We would have only machines to do our bidding. because right now longevity through mind upload seems the most likely thing t occur fast.

>>48103515
>And what about those who choose not to alter their children's genes?
That's their decision. The child is not an entity before its genetic material can self reproduce, and unless it is absolutely clear that the life of the child to be is impacted negatively by that decision there is no moral obligation to do anything.
>>
>>48103940
>I don't think you can convince me that non-existence is superior to existence

Just so. You've hit it on the head.


>It's only a hell of our own making if we decide it to be so

You already have. It's done. Past-tense. You've decided that The Way I Feel is reason enough to do things that you know to be morally wrong.
>>
>>48103966
I guess we're (mostly) in agreement, then.

>You cannot cause a mutation which would exhibit the trait you want immediately, simply by selective breeding.
I never said anything about immediately, only about selecting for traits similar to what you want.

>And that's what we're talking about.
>We would have only machines to do our bidding.
Then whats the point of existing?
Existing solely in perfect VR is not the same thing as discarding mortal flesh in exchange for the artificial.

>That's their decision.
But it's not, nor should it be.
If you knew beforehand that your child would be born with Downs, and had the option to cure it, it would be wrong to not do so.
If your child would be born baseline when you had the option to augment it, and being born baseline is a similar disadvantage as having downs is to baselines, then it would also be wrong to do so.
>>
>>48104003
>You've decided that The Way I Feel is reason enough to do things that you know to be morally wrong.
But if I don't think them to be morally wrong, how can I know them to be morally wrong?
>>
>>48104033
>only about selecting for traits similar to what you want.
Yes, but that's my point, you could potentially select traits over countless generations to maximize the function of our existing cortexes in our brain, but at the absolute minimum half of the intelligence would still be down to other factors.
Doing this however you could not just make the jump that lead from average ape brains to human brains for example, because entire new areas of brain appeared.
You can modify a trait with selective breeding (as far as it's hereditary) but you can't introduce new traits with selective breeding.

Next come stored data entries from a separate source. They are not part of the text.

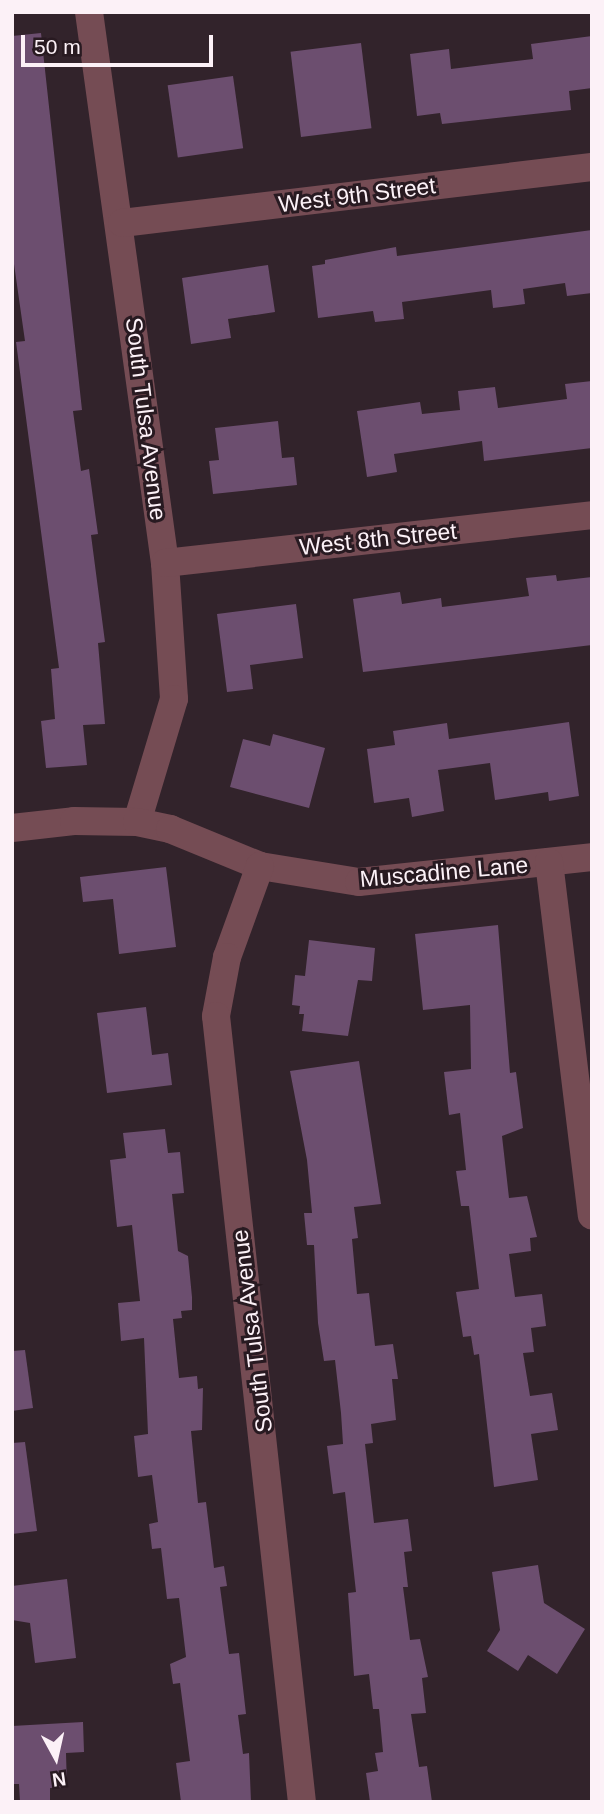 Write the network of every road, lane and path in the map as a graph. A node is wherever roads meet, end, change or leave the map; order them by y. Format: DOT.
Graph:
graph roads {
  1 [pos="89,12"];
  2 [pos="592,167"];
  3 [pos="122,223"];
  4 [pos="592,514"];
  5 [pos="165,563"];
  6 [pos="136,822"];
  7 [pos="12,828"];
  8 [pos="592,857"];
  9 [pos="548,862"];
  10 [pos="260,866"];
  11 [pos="591,1207"];
  12 [pos="302,1802"];
  1 -- 3 [label="street, South Tulsa Avenue"];
  2 -- 3 [label="street, West 9th Street"];
  3 -- 5 [label="street, South Tulsa Avenue"];
  4 -- 5 [label="street, West 8th Street"];
  5 -- 6 [label="street, South Tulsa Avenue"];
  6 -- 7 [label="street, Muscadine Lane"];
  6 -- 10 [label="street, Muscadine Lane"];
  8 -- 9 [label="street, Muscadine Lane"];
  9 -- 10 [label="street, Muscadine Lane"];
  9 -- 11 [label="street"];
  10 -- 12 [label="street, South Tulsa Avenue"];
}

>Existing solely in perfect VR is not the same thing as discarding mortal flesh in exchange for the artificial.
It's pretty damn similar though.
Everything you experience through the artificial flesh would essentially be a VR, since the input would have to be adapted to suit your sensory abilities.

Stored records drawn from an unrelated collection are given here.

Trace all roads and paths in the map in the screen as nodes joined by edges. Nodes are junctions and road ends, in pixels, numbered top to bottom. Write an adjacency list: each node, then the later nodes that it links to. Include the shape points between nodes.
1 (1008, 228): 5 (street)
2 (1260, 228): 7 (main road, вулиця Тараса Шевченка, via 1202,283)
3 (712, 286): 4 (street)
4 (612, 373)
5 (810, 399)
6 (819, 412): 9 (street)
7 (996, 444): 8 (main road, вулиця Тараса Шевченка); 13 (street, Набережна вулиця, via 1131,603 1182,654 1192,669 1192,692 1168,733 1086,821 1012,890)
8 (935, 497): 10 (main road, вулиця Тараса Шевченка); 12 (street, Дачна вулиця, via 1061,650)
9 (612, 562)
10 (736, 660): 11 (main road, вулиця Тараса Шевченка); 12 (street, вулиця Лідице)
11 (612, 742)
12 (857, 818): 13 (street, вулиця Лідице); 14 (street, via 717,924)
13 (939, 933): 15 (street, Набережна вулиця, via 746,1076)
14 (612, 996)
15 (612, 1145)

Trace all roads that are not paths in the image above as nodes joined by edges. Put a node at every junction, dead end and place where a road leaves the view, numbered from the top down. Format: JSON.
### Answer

>and being born baseline is a similar disadvantage as having downs is to baselines,
Yeah but this is the part that isn't absolutely clear yet.
If it actually is that way, then i agree with you.

Either way, the world as it is in Eclipse Phase is what i see as the absolute perfect future for mankind.
VRs, reasonable post scarcity, theoretical immortality, body and mind augmentation in vivo.
And the proportions between plebs and intelligent people remains roughly the same, and yet everyone has a better life.

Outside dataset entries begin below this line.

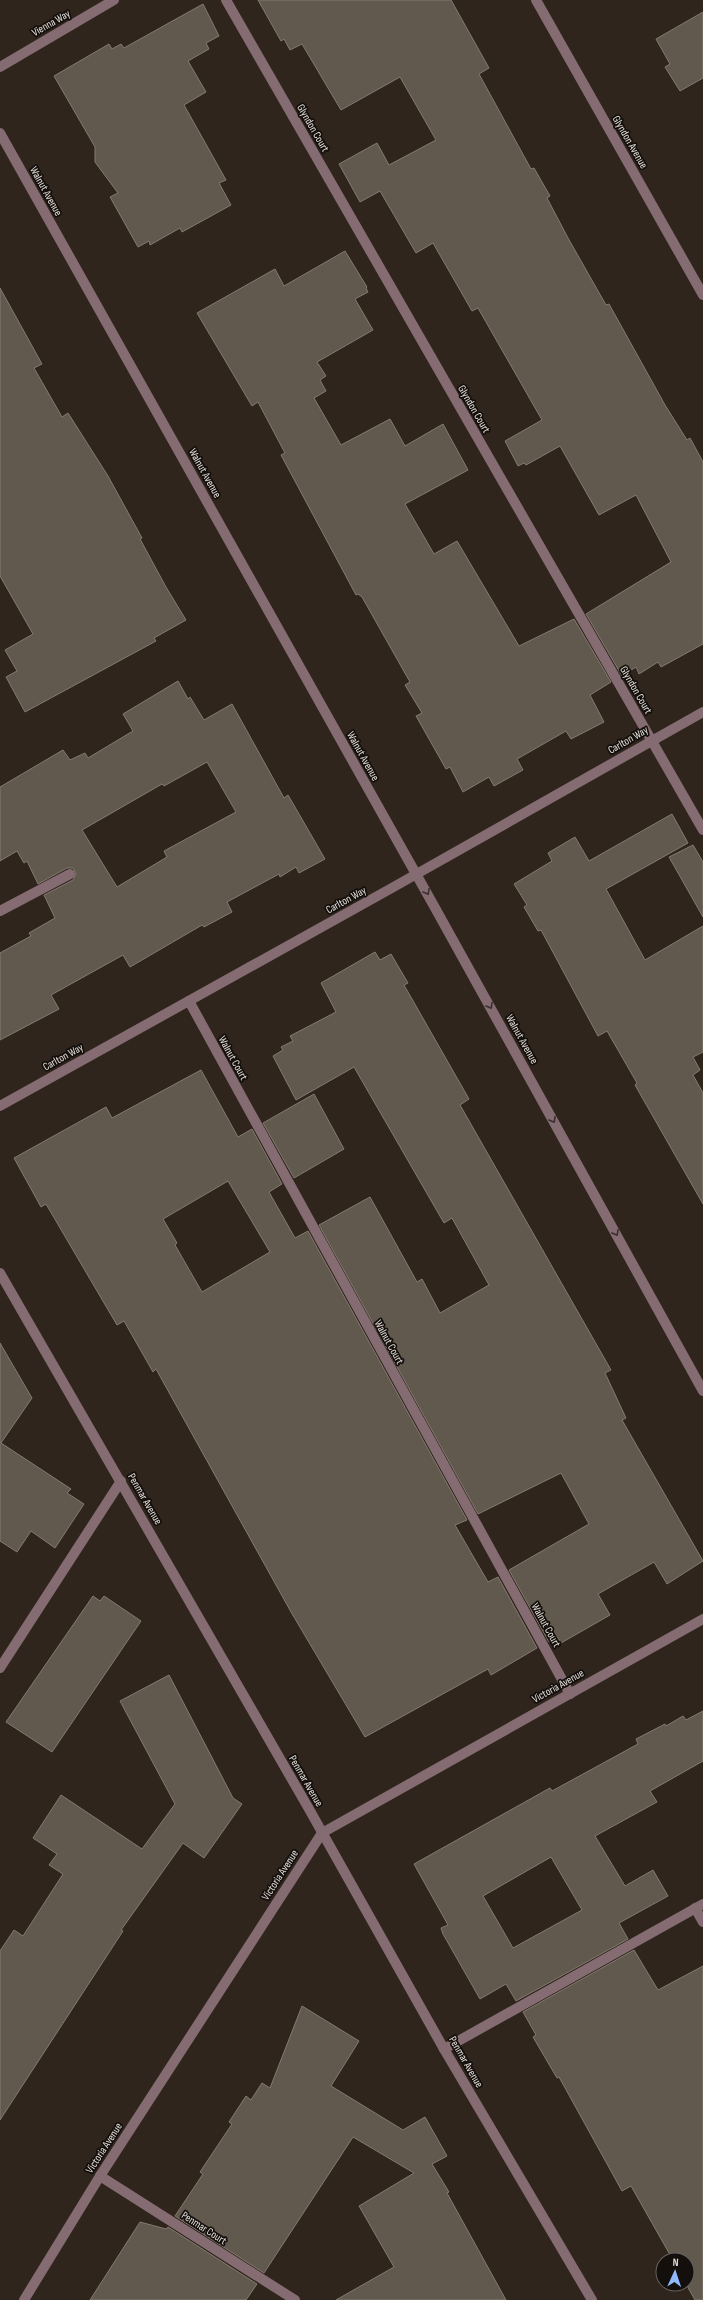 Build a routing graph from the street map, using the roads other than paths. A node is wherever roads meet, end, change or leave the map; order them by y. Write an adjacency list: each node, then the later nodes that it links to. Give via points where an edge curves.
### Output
1 (114, 0): 4 (street, Vienna Way)
2 (226, 0): 8 (street, Glyndon Court)
3 (536, 0): 6 (street, Glyndon Avenue)
4 (0, 66)
5 (0, 134): 11 (street, Walnut Avenue)
6 (703, 295)
7 (703, 712): 8 (street, Carlton Way)
8 (651, 741): 9 (street, Glyndon Court); 11 (street, Carlton Way)
9 (703, 830)
10 (70, 874): 12 (street)
11 (416, 874): 13 (street, Carlton Way); 16 (street, Walnut Avenue, one-way to 16)
12 (0, 911)
13 (188, 1001): 14 (street, Carlton Way); 20 (street, Walnut Court)
14 (0, 1106)
15 (0, 1273): 17 (street, Penmar Avenue)
16 (703, 1391)
17 (121, 1481): 19 (street); 21 (street, Penmar Avenue)
18 (703, 1619): 20 (street, Victoria Avenue)
19 (0, 1668)
20 (570, 1694): 21 (street, Victoria Avenue)
21 (322, 1833): 24 (street, Penmar Avenue); 25 (street, Victoria Avenue)
22 (699, 1906): 23 (street); 24 (street)
23 (703, 1922)
24 (444, 2049): 28 (street, Penmar Avenue)
25 (100, 2176): 26 (street, Victoria Avenue); 27 (street, Penmar Court)
26 (24, 2300)
27 (295, 2300)
28 (592, 2300) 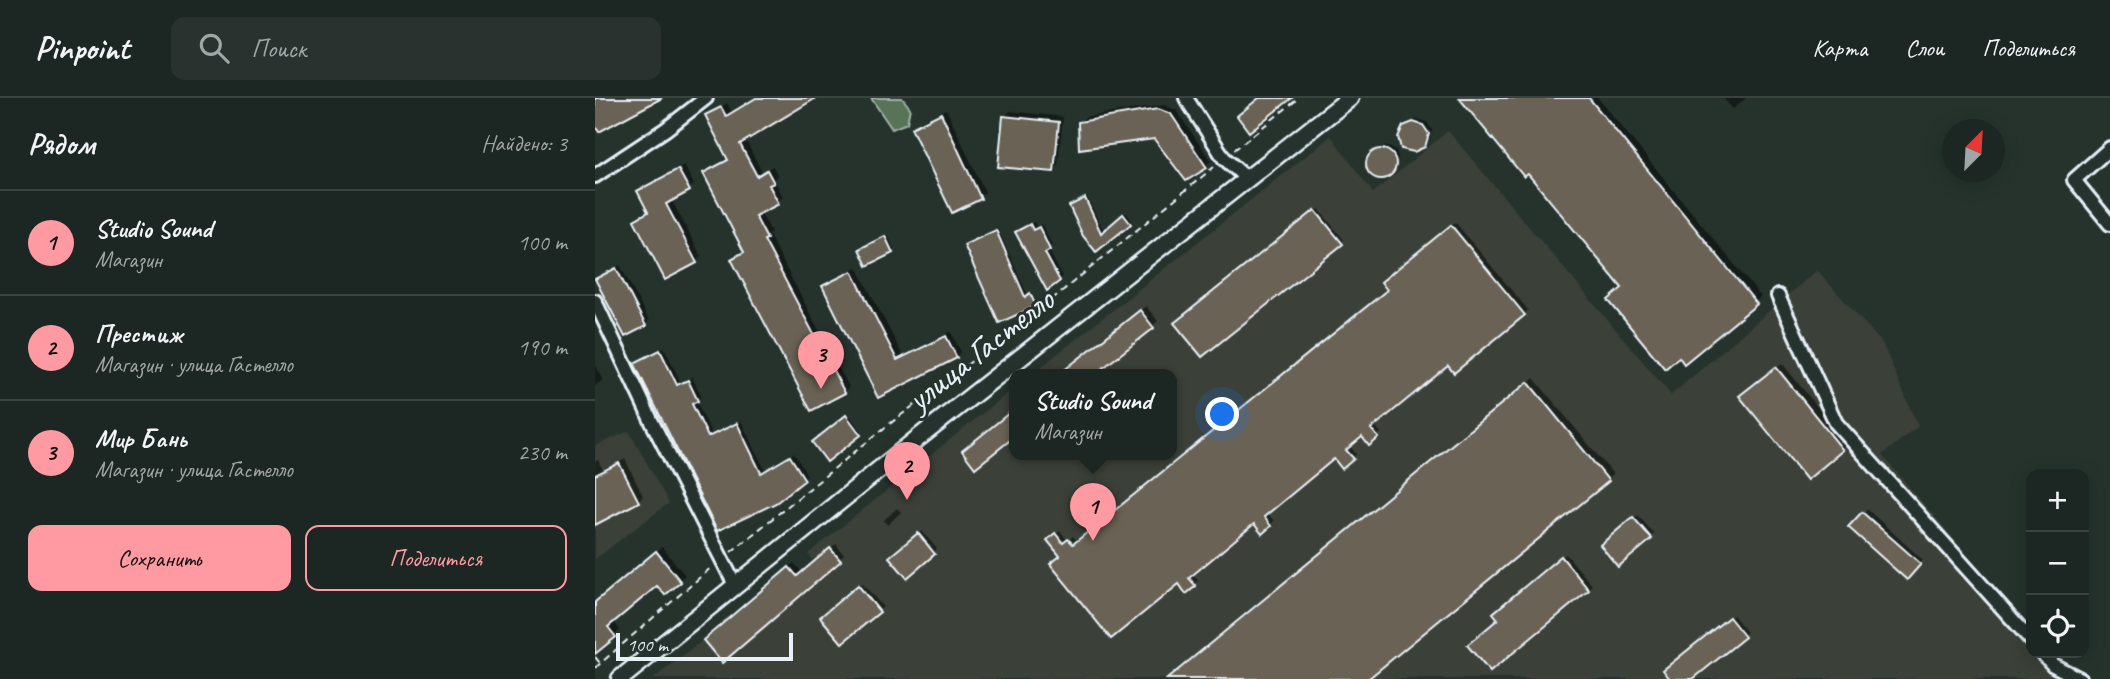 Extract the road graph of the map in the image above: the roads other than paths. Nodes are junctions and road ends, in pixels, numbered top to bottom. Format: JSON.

Because as soon as immortality becomes available either through mind upload or through genetic engineering, it will also be immediately possible to fix the downsides that would happen if current people suddenly became immortal. Either through technical upgrades in the first case or through biological upgrades in the second.


And i think that's my final word on the topic.
Imma nap. Gnight.
>>
>>48103825
>>48103911
>If that's the case, things never improve.
Which is coincidentally also what happens if you never give a next generation the chance to improve things.

If you ask anyone on the planet no matter how sick or anything whether they would prefer to be dead instead, the overwhelming majority would say no, they would prefer to live, even if things could be better.

But i really gotta rest now.
>>
I played DXMD and now I think I'm super smart you guys
>>
>>48103762
Dunno, I kind of like existing. Given the choice, I would rather exist than not.
>>
>>48104274
And I'm sure given the chance a heroin addict would rather shoot up than not. This doesn't make it good.